While focusing on the allegorical elements in the play, we may consider the character of Helen too. This character can also be defined in terms of two simultaneous suggestions. At the physical, independent level, Helen represents the pinnacle of physical beauty. However, at an allegorical level she symbolises Faustus’ hedonistic passion which he seeks to gratify in his quest for that complete, but elusive experience. The character of Helen seems to be a product of the personification Faustus' physical desires.

In his persistent fall from grace Faustus only succeeds in distancing himself from God. Allegorically, Faustus initiates his "Fall’ from the moment he goes against the accepted rules of religion by signing the bond with the Devil. Again here it would be wrong to interpret that Lucifer bludgeons Faustus into submission. It is Faustus himself who binds him to Lucifer, The stern words of Lucifer and the protagonist's meek surrender at moments in the play is indicative of Faustus' own weakness in accepting reality. Even Lucifer here, like the Good Angels, can be interpreted both as an individual character as well as an integral part of Faustus. Similarly, Mephistophilis, the Old Man who asks Faustus to repent, the Seven Deadly Sins, Helen etc. exist both as individuals and as parts of the protagonist's mind.

To illustrate further, the character of the Old Man is suggestive of the omnipotence of God but at the same time can be interpreted as an allegorical figure that represents all the good that is still left in Faustus, which can eventually fetch him salvation. All Faustus needs to do is to repent and submit himself to God. But this becomes impossible because Faustus' mind has fully invaded by the devil and in spite of his best efforts, Faustus is unable to repent.
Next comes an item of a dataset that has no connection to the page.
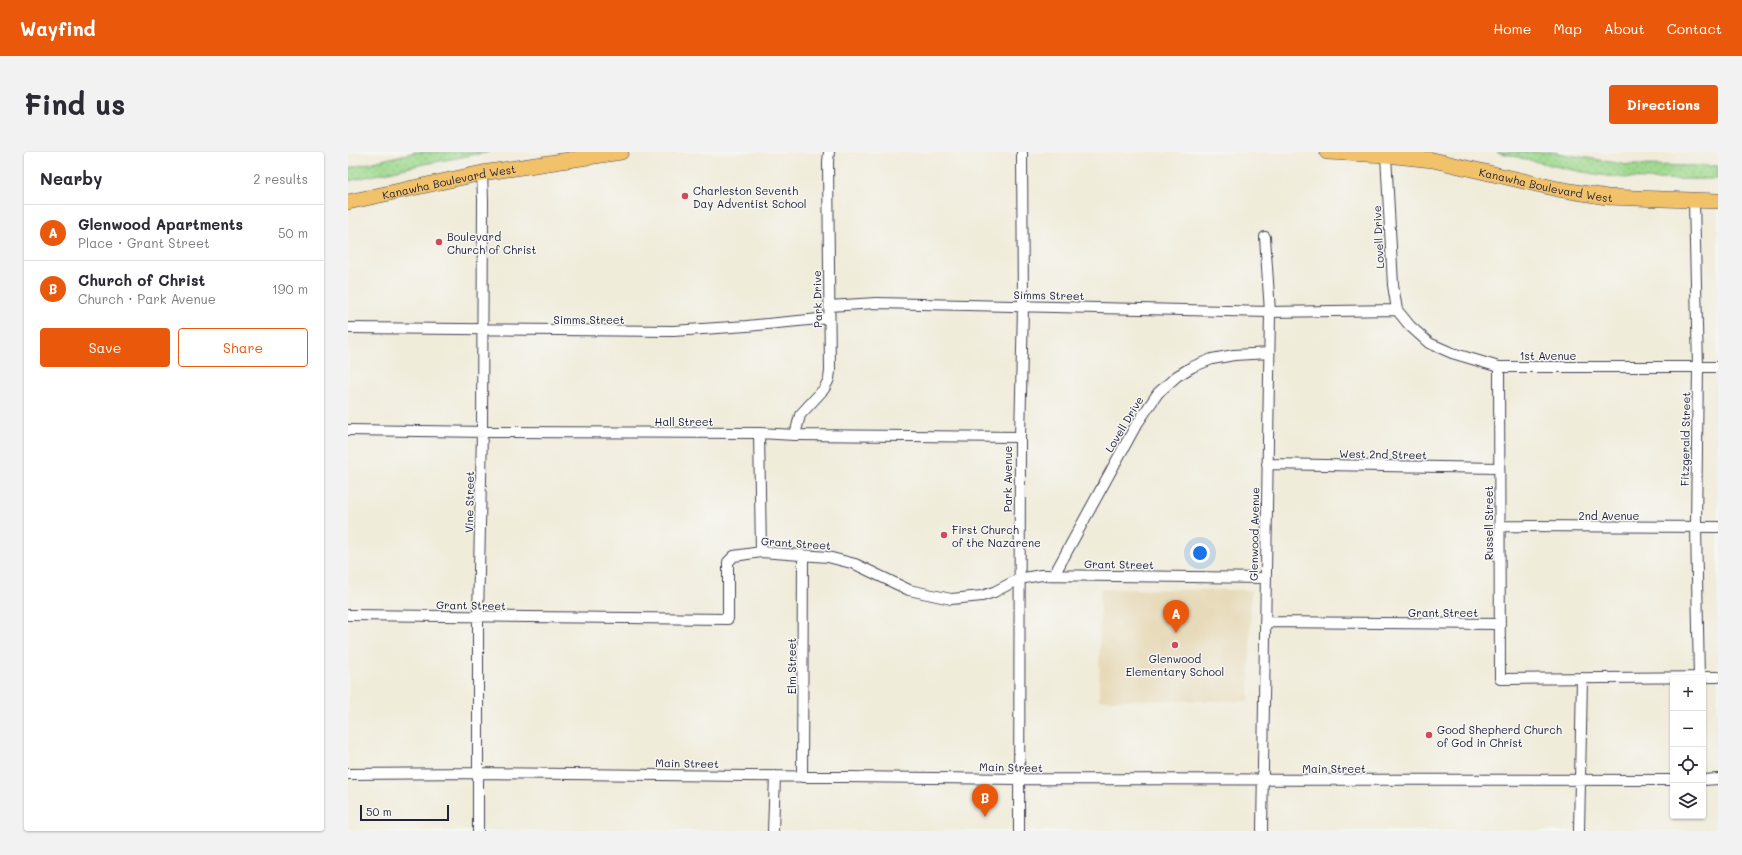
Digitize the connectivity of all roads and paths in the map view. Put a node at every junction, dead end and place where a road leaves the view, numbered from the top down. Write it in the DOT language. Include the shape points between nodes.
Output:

He declares: My heart's so bardene'd I cannot repenl'.

It is worth mentioning that Faustus’ lack of emotion at the sight of the Seven Deadly Sins is surprising. The best explanation for this is that this show of the Deadly Sins is, after all, Faustus' realization of the evil lurking his mind. It is Faustus’ pride that makes him feel better qualified to tease Pope, oblige the Duchess and entertain Emperors. Critics feel that Faustus’ rejection of the Seven Deadly Sins is nothing but the rejection of the theological order that morally justifies Faustus’ tragedy at the end.

Finally, an allegorical interpretation can also be extended to include certain other events in the play, such as the time period of twenty-four years that separate the signing of the bond with the Devil and the protagonist's death. Faustus' death is surely significant as a physical occurrence, but it is already symbolically present in the moment Faustus signs the deed. Faustus’ signing of the bond symbolizes his spiritual depth. Further, the allegories not only provide substance for the body of the play but shape it too. The play has a symmetrical structure- it has the form of a closed circle. It ends where it begins leaving Faustus where the reader had first found um all alone in his study. The allegorical interpretation of the play thus succeeds in enhancing the deeper nuances of meaning in Doctor Faustus.